*To do:* Repeat exactly the lines from the start of the records below through the line that contains "index tip: (212, 62)", including both.
** Exercise material follows **
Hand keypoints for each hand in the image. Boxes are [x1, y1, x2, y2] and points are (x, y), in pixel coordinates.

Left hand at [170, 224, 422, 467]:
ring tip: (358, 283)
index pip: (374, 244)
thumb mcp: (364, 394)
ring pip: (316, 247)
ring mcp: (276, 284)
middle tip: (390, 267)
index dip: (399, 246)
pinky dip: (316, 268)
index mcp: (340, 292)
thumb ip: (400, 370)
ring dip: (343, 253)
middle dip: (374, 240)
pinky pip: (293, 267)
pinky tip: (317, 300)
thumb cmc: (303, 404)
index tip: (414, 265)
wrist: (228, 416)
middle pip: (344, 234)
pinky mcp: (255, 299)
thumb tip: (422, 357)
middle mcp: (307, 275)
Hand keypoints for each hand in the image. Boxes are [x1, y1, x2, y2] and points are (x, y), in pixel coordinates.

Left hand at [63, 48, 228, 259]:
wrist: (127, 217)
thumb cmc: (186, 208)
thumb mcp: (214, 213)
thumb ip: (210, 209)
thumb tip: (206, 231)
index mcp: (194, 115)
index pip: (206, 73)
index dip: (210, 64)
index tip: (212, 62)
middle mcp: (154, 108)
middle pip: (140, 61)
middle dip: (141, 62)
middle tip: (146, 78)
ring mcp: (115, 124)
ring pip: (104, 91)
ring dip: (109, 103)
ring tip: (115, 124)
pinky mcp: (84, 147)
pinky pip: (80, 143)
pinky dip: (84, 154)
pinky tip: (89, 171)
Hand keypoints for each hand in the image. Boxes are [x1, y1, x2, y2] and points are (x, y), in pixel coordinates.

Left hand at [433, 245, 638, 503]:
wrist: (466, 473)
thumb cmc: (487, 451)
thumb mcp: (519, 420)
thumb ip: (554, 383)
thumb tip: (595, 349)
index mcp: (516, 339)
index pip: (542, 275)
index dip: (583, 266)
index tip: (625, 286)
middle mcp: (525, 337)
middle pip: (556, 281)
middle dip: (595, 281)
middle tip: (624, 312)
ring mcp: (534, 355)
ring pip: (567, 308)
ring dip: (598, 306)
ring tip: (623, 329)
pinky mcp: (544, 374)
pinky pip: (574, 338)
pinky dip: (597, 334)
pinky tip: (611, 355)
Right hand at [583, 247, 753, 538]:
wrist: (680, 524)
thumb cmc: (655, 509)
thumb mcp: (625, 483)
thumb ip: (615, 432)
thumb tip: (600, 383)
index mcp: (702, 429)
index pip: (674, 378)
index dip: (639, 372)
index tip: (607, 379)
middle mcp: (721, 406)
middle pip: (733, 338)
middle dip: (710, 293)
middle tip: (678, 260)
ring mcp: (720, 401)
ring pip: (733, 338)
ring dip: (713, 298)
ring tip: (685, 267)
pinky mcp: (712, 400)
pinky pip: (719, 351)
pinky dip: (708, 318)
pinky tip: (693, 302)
** End of Exercise material **
*Response box:*
Hand keypoints for each hand in the image. Boxes are [x1, y1, x2, y2] and points are (x, y), in pixel coordinates.

Left hand at [170, 224, 422, 467]:
ring tip: (358, 283)
index pip: (374, 244)
thumb mcp: (364, 394)
ring pip: (316, 247)
ring mcp: (276, 284)
middle tip: (390, 267)
index dip: (399, 246)
pinky dip: (316, 268)
index mcp: (340, 292)
thumb ip: (400, 370)
ring dip: (343, 253)
middle dip: (374, 240)
pinky pip: (293, 267)
pinky tip: (317, 300)
thumb cmc: (303, 404)
index tip: (414, 265)
wrist: (228, 416)
middle pip: (344, 234)
pinky mcp: (255, 299)
thumb tip: (422, 357)
middle mcp: (307, 275)
Hand keypoints for each hand in the image. Boxes are [x1, y1, x2, y2] and points are (x, y), in pixel coordinates.

Left hand at [63, 48, 228, 259]:
wrist: (127, 217)
thumb cmc: (186, 208)
thumb mcp: (214, 213)
thumb ip: (210, 209)
thumb tip: (206, 231)
index mcp: (194, 115)
index pip: (206, 73)
index dip: (210, 64)
index tip: (212, 62)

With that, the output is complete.